A desirable feature in workflows as well as in service composition is the ability to execute parts of the process in an atomic fashion, i.e., so that all of it is executed or the effect of partial executions can be (semantically) "undone". A typical example is the reservation of a trip, where the customer would like to "atomically" book the flight and the hotel. If, for instance, the flight could be booked but no hotel room is available, then the flight reservation needs to be "cancelled" or "undone". A standard description of the transactional properties of an e-services would give the e-process engine the ability to perform such atomic executions and to identify how to interact with services when performing "commits" and "rollbacks".
Advanced service composition systems may provide facilities for negotiating with the discovered e-services before accessing them, and for reverting to other services if the negotiation fails. A standard for negotiation is required so that service composition tools may have embedded negotiation capabilities. In this way, the benefits of negotiations could be made easily available to e-process designers and users.
Many services may require security credentials before allowing interactions. A standard need to be defined so that e-process definition languages allow the definition of the appropriate security certificates to be used, and e-process engines know how to authenticate and get authorizations for service executions.
A contract forms the basis of an e-process between businesses. The contract identifies the roles and responsibilities of the parties, the obligations and deliverables. With dynamic integration, it become important to explicitly represent services. In earlier phases, when there was an explicit integration phase, the issues in a contract would have been dealt with. With contract choices being made during the execution of an e-process, the agreements entered into will need to be recorded.
The previous subsections have discussed mechanisms to enable interaction with an e-service once it has been discovered. However, mechanisms to discover e-services are required, so that the e-process can dynamically look for e-services during each execution. Hence, standards for identifying and querying service directories in order to retrieve information on e-services and their properties are needed.
In the previous section we have stated some requirements for dynamic e-processes. In this section we want to state a non-requirement because we believe it to be unnecessary.
There is no need to provide an explicit representation of the business network dynamically generated to deliver the value of a service. In other words, the services and processes used by one service are not exposed to the service clients. The dynamic nature of e-services means that the exact choices of which other services to use may not have been made at the time a contract is entered into.

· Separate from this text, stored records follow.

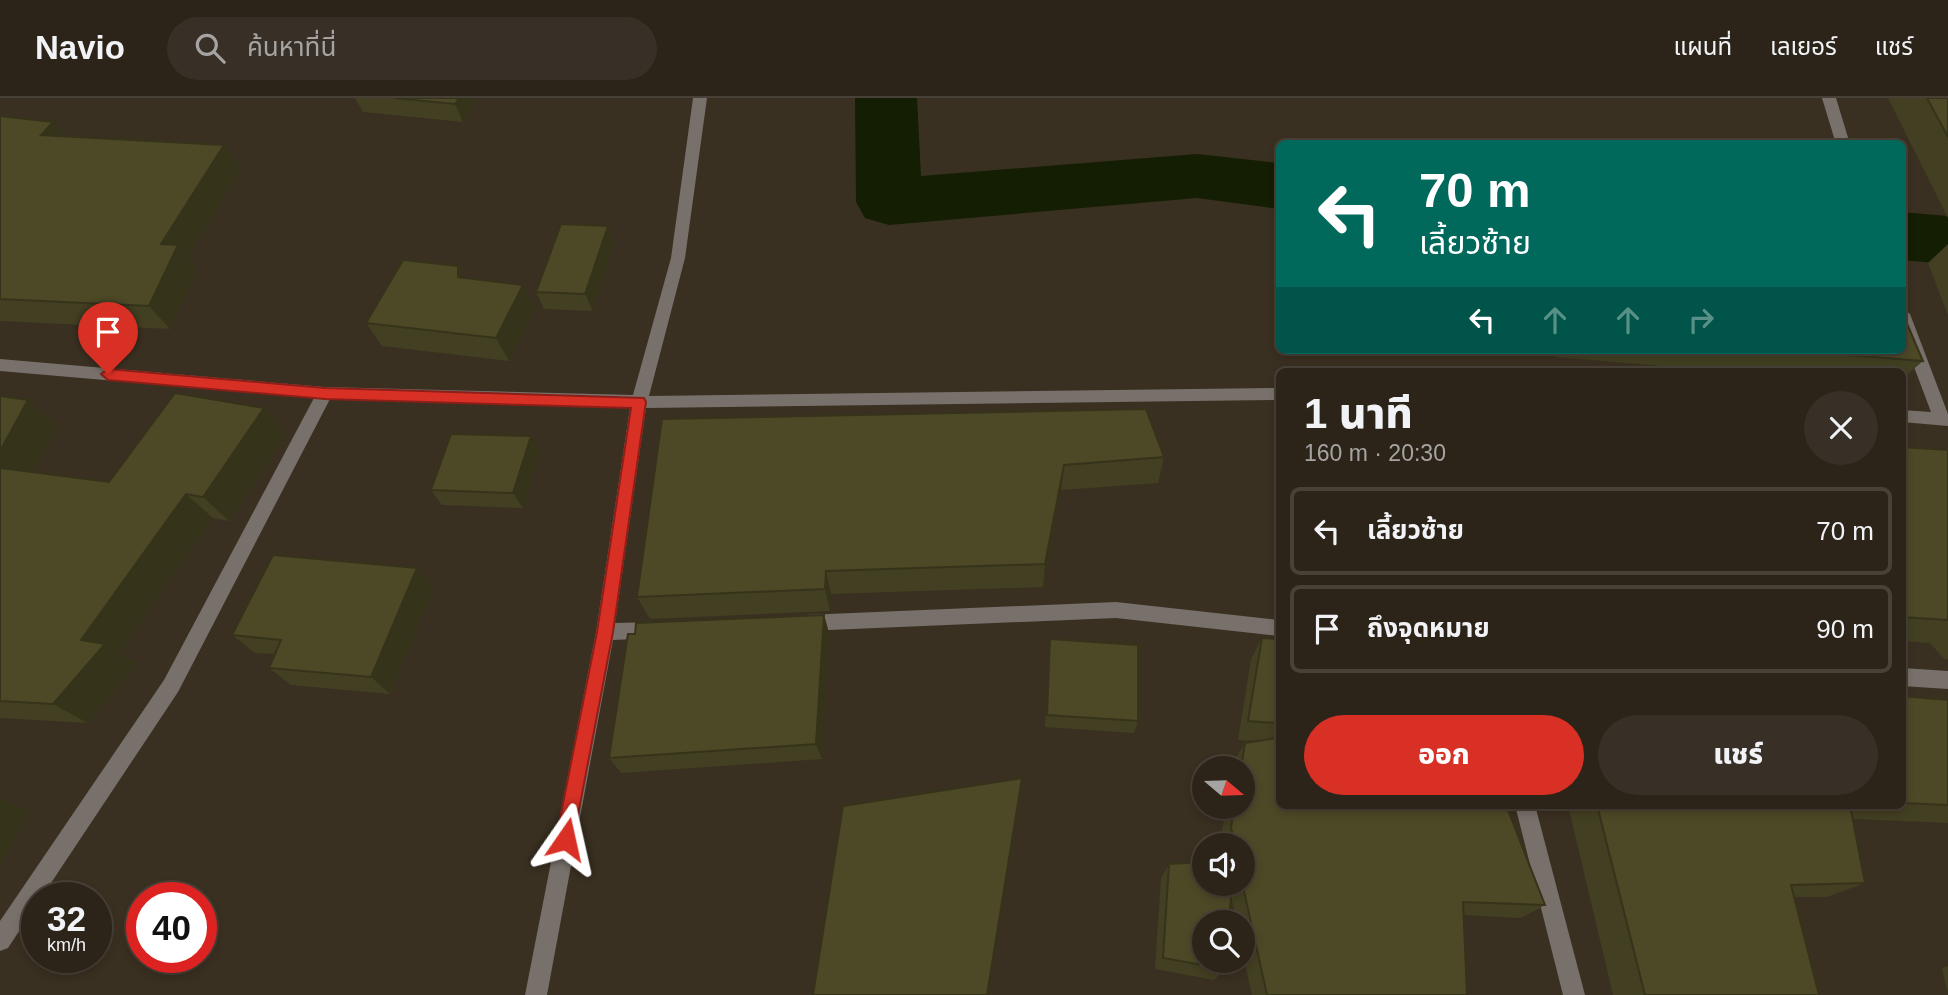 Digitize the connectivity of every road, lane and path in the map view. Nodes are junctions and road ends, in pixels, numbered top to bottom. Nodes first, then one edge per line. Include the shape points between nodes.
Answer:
1 (700, 98) edge
2 (1829, 98) edge
3 (1842, 140) edge
4 (1906, 324) edge
5 (0, 365) edge
6 (325, 393) junction
7 (1276, 394) edge
8 (639, 402) junction
9 (1906, 416) edge
10 (1945, 419) edge
11 (785, 624) edge
12 (1276, 628) edge
13 (674, 629) edge
14 (605, 632) junction
15 (1906, 677) edge
16 (1948, 680) edge
17 (1526, 809) edge
18 (0, 940) edge
19 (536, 995) edge
20 (1574, 995) edge

1 - 8 street via 678,258
2 - 3 street
4 - 10 street
5 - 6 street
6 - 8 street
6 - 18 street via 171,686
7 - 8 street
8 - 14 street
9 - 10 street
11 - 12 street via 1116,610
13 - 14 street
14 - 19 street
15 - 16 street
17 - 20 street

The service client neither knows nor is concerned about the internal details about how a service meets its obligations. Each service has a partial view of the business network, no single point having a global view of the entire network.
The service provider is free to search and invoke other services that best meets its needs. Companies do not expose their internal operations or be constrained to do business as prescribed by some "global" process definition. Instead, companies want to expose services, but be free to implement such services the way they want.